There is nothing unusual about the salaries on offer to drivers at Southern. Two years ago, Virgin Trains advertised for 78 new drivers on salaries on £57,000. Unsurprisi­ngly, it was inundated with 15,000 applicatio­ns – which rather destroys any argument that fat salaries are required to tackle recruitmen­t problems.

All this money for a job which requires no special qualificat­ions, other than an absence of colourblin­dness. Train drivers require a few weeks’ training, followed by 200 supervised hours behind the controls, and that is it. The main challenge of the job, as one Southern Rail driver told the Guardian in an unguarded moment in an interview a few years ago, is monotony, technology having made the job so easy that it is a struggle to maintain attention.

So how has a group of lightly skilled workers been able to bid up its pay to such absurd levels?

Rail companies threatened with strike action have balked at tackling the unions. They have found it far easier instead to go to the Government and beg for ever-larger state handouts. Bizarrely, the subsidies paid to the rail system have more than doubled in real terms since privatisat­ion. In 1994/95, the last full year before privatisat­ion, taxpayers paid £1.7 billion (in 2016/17 prices); in 2016/17, it was £4.2 billion.

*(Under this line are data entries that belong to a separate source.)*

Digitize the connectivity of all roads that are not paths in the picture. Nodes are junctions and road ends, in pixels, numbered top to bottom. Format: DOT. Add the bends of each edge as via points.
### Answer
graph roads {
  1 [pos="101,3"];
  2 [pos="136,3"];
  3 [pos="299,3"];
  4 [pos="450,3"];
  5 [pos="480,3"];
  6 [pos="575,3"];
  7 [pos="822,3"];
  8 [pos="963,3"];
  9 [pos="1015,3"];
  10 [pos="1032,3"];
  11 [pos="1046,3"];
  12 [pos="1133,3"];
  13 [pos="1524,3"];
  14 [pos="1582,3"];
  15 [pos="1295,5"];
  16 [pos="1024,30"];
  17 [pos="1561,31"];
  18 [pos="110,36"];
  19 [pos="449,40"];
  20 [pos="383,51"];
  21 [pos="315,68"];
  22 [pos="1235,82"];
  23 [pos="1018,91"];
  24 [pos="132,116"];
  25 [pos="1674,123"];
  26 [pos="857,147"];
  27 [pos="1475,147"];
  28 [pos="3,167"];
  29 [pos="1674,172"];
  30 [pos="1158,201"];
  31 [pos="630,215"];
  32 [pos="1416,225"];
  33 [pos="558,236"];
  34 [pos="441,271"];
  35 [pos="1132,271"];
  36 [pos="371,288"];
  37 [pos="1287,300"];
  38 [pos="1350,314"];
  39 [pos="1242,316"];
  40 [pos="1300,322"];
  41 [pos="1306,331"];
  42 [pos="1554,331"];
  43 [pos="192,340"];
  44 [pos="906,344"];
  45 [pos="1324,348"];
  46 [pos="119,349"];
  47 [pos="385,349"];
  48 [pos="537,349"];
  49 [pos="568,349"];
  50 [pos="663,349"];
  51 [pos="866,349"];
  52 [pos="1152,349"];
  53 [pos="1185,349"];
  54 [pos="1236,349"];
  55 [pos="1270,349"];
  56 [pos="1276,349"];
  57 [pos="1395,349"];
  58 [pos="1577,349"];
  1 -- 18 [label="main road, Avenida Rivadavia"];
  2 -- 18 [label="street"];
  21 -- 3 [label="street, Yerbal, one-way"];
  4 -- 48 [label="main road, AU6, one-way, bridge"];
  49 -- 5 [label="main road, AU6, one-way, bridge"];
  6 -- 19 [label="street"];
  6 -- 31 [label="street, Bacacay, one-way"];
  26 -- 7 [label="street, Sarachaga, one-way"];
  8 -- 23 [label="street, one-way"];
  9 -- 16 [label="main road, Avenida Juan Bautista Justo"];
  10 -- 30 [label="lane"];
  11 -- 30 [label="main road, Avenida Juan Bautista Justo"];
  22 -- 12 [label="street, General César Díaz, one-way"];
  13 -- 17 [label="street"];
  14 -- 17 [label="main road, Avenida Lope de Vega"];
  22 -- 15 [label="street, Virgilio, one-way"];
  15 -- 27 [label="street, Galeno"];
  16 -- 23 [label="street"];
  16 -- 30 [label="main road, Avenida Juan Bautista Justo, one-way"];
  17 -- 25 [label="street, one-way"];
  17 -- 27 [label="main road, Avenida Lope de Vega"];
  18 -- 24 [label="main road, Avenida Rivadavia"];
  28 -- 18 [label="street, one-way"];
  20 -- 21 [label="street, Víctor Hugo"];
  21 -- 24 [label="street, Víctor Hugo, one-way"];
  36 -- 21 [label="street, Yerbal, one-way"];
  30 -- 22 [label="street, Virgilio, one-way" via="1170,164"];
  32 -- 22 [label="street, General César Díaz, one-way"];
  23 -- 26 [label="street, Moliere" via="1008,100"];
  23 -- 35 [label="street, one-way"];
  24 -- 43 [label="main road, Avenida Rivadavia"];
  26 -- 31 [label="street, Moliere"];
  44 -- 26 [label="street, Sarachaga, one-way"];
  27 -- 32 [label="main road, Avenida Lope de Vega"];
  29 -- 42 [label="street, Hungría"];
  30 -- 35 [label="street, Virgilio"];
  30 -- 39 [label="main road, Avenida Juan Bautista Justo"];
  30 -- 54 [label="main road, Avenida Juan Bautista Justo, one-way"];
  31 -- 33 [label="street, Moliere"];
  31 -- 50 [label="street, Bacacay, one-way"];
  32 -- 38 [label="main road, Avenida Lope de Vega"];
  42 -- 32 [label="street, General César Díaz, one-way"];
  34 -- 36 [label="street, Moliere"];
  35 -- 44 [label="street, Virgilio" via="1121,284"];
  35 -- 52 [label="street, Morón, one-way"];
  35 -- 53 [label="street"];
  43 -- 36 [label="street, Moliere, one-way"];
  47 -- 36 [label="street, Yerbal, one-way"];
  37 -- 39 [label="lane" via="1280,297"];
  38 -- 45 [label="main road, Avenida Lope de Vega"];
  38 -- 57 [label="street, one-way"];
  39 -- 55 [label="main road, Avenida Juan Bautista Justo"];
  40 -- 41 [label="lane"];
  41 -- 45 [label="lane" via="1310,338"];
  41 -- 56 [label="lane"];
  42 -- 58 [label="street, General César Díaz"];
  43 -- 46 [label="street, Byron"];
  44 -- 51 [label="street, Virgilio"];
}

The Government has also long refused to take on the rail unions, arguing that rail companies are private businesses, so it is none of the Government’s business what they pay their staff. But with £4.2 billion of taxpayers’ money going into rail companies’ pockets, I would say it rather is our business how much rail staff are paid. Moreover, these are monopoly businesses. Rail companies have their patches protected by the franchisin­g system. So yes, Mr Grayling is right in his belated decision to intervene in rail workers’ pay. But he will need a hard hat. I have long since concluded that the reining-in of militant rail unions will require as much political will as did challengin­g the National Union of Mineworker­s in the Eighties.

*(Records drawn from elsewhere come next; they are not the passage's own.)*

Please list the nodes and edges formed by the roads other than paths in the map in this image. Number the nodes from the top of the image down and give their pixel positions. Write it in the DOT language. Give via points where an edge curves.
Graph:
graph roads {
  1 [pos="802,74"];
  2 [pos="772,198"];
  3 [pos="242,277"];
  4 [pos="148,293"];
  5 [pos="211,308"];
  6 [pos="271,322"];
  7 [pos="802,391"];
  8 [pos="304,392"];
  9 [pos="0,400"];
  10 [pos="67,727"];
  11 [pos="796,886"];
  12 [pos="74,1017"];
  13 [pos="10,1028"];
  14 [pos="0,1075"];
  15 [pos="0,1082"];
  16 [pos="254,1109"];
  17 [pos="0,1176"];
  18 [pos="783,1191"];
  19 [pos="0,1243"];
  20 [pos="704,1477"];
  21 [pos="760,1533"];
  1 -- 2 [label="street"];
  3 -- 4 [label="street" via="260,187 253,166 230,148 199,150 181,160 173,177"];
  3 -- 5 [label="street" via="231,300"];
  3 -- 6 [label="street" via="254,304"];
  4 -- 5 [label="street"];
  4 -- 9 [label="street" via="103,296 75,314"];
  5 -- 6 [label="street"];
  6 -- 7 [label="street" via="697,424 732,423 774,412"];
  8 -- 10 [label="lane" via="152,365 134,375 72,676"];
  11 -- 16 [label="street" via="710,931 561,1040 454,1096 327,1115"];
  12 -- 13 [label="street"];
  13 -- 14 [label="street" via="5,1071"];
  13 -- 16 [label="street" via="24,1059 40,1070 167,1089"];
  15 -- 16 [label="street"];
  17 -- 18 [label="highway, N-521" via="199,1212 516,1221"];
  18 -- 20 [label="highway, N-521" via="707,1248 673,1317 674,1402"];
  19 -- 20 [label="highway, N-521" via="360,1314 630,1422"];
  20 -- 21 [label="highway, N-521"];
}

Another idea may be simply to abolish train drivers. It is bizarre that the Government is facilitati­ng the developmen­t of driverless cars before it invests in driverless trains. It is so much easier to automate trains – which run on dedicated, private tracks with predetermi­ned stopping places – than it is to do the same for road vehicles. This is not futuristic technology – it is already tried and tested. There are more than 30 metro systems around the world which already run without any drivers. One of them, indeed, is in London – the Docklands Light Railway, which has been running perfectly safely without drivers for the past 31 years.

The rail industry has failed to deliver a service which is value for passengers’ or taxpayers’ money, or is free from union disruption.

It is high time for technology to be deployed to ensure that train drivers meet their Waterloo.